In light of the importance of volatility in financial markets, a seminal contribution to the study of stock market volatility was of Schwert (1989). He sought to establish which economic variables are highly correlated with volatility in returns, and found little evidence that volatility in economic fundamentals had a discernible influence on stock market returns. He conjectured that, in general, GARCH effects in earlier studies were really measuring the persistence in the arrival of new information. To capture the above uniqueness, ARCH class of models were introduced by Engle (1982) and GARCH (Generalized Autoregressive Conditional Heteroskedasticity) by Bollerslev (1986) and Taylor (1986). Financial economists have long known that the daily range of the log price series contains extra information about the course of volatility over the day. Despite the elegant theory and the support of simulation results, the price range as a proxy of volatility has performed poorly in empirical studies. Therefore, the GARCH type of models are the most-adopted ones for modeling the time-varying conditional volatility, as they considers time varying variance as a function of lagged squared residuals and lagged conditional variance.
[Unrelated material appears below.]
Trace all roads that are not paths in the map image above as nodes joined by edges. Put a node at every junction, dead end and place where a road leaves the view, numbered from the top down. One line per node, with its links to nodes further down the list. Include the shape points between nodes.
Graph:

There exists quite a number of research work done on modelling and forecasting volatility at international level, however only a limited attempt has been made the Indian stock market in this direction. Varma (1999) examined the volatility estimation models comparing GARCH and EWMA models in the risk management setting. Pandey (2002) analyzed the extreme value estimators and found the performance with Parkinson estimator for forecasting volatility over these horizons. Karmakar (2005) has estimated that the movement in stock returns volatility is not explained by the fundamental economic factors, but reported the presence of ‘fade’ due to the actions of noise traders, liberalizing policies and procedures of the government. Kumar (2006) examined the comparative performance of volatility forecasting models in Indian markets and the results were found contrary to Brailsford and Faff (1996). Still, further research is needed to forecast the volatility of futures market for an in-depth understanding about the behavioural characteristics of Indian capital markets, and to fill the gap in the existing literature.
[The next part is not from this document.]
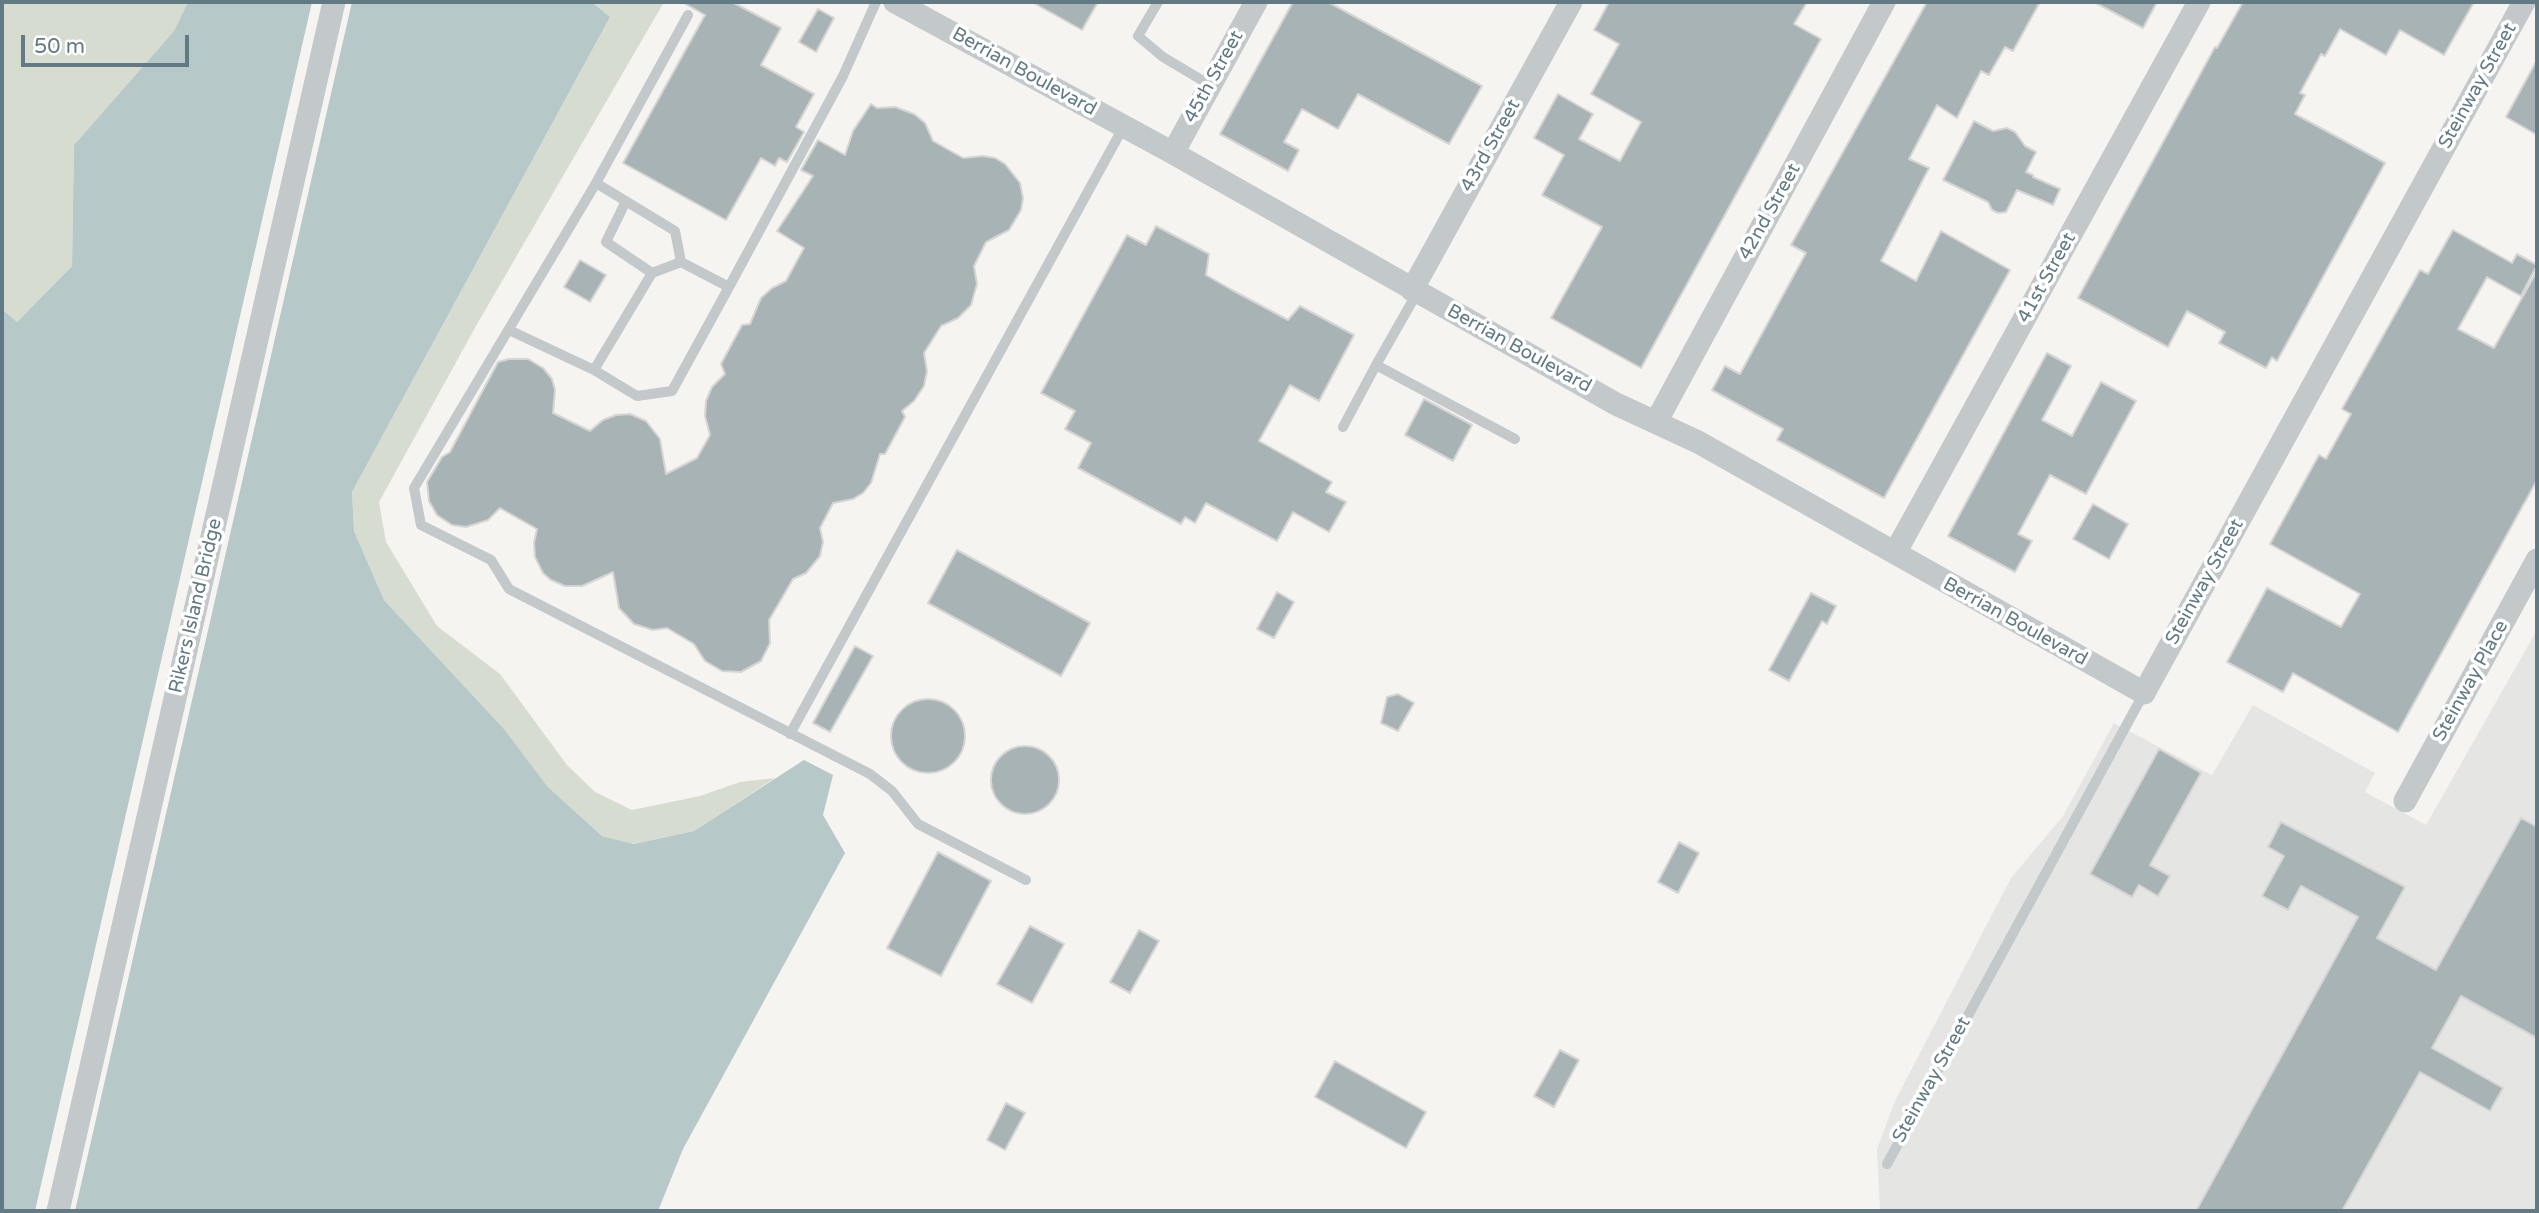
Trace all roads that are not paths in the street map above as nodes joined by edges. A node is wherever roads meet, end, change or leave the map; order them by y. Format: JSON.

Data and Model Specification adopted for the Study
The study is purely based on the secondary data drawn from the website of NSE, India. The sample of data used in this exercise, spanned over the period from January 2003 to December 2008. During the sample period, the futures securities trade from 9:55 A.M to 3:30 P.M. All the required information for the stock futures contracts trade on the National Stock Exchange (NSE) and contract specifications and trading details were retrieved from their website (www.nseindia.com). Usually three types of contracts are traded simultaneously in the futures markets (i.e.) near month, middle month and far month futures contracts. Near month futures contracts are considered for the analysis, because most trading activities take place in the near month contracts than on the other two types of contracts. The data were analyzed by using the econometric software package Eviews 7. The purpose of the study is broken into two major sections;
1. First, to measure the dynamic relationship between price volatility, trading volume and market depth. For such measurement and analysis daily settlement prices, trading volume and open interest series were used by adopting the base model by Bessembinder and Seguin (1993) with modification of Mahmood and Salleh (2006). An adjusted continuously compounded return was calculated as Rt = ln(Pt/Pt-1) where Pt and Pt-1 are natural logarithms of adjusted return on day t and t-1 respectively. The logarithm of the price relative was used to calculate the price change. It is understood that the use of logarithmic price changes prevents non-stationarity of the price level of the data being affected by the future price variability.
2. Second, modeling and forecasting stock futures market volatility was attempted by using various statistical and econometrical models, for this methodology developed by Najand (2002) and Sadorsky (2006) was adopted in the futures market return series. The daily volatility of stock futures returns were estimated by the model developed by Schwert (1990) and Schwert and Seguin (1990).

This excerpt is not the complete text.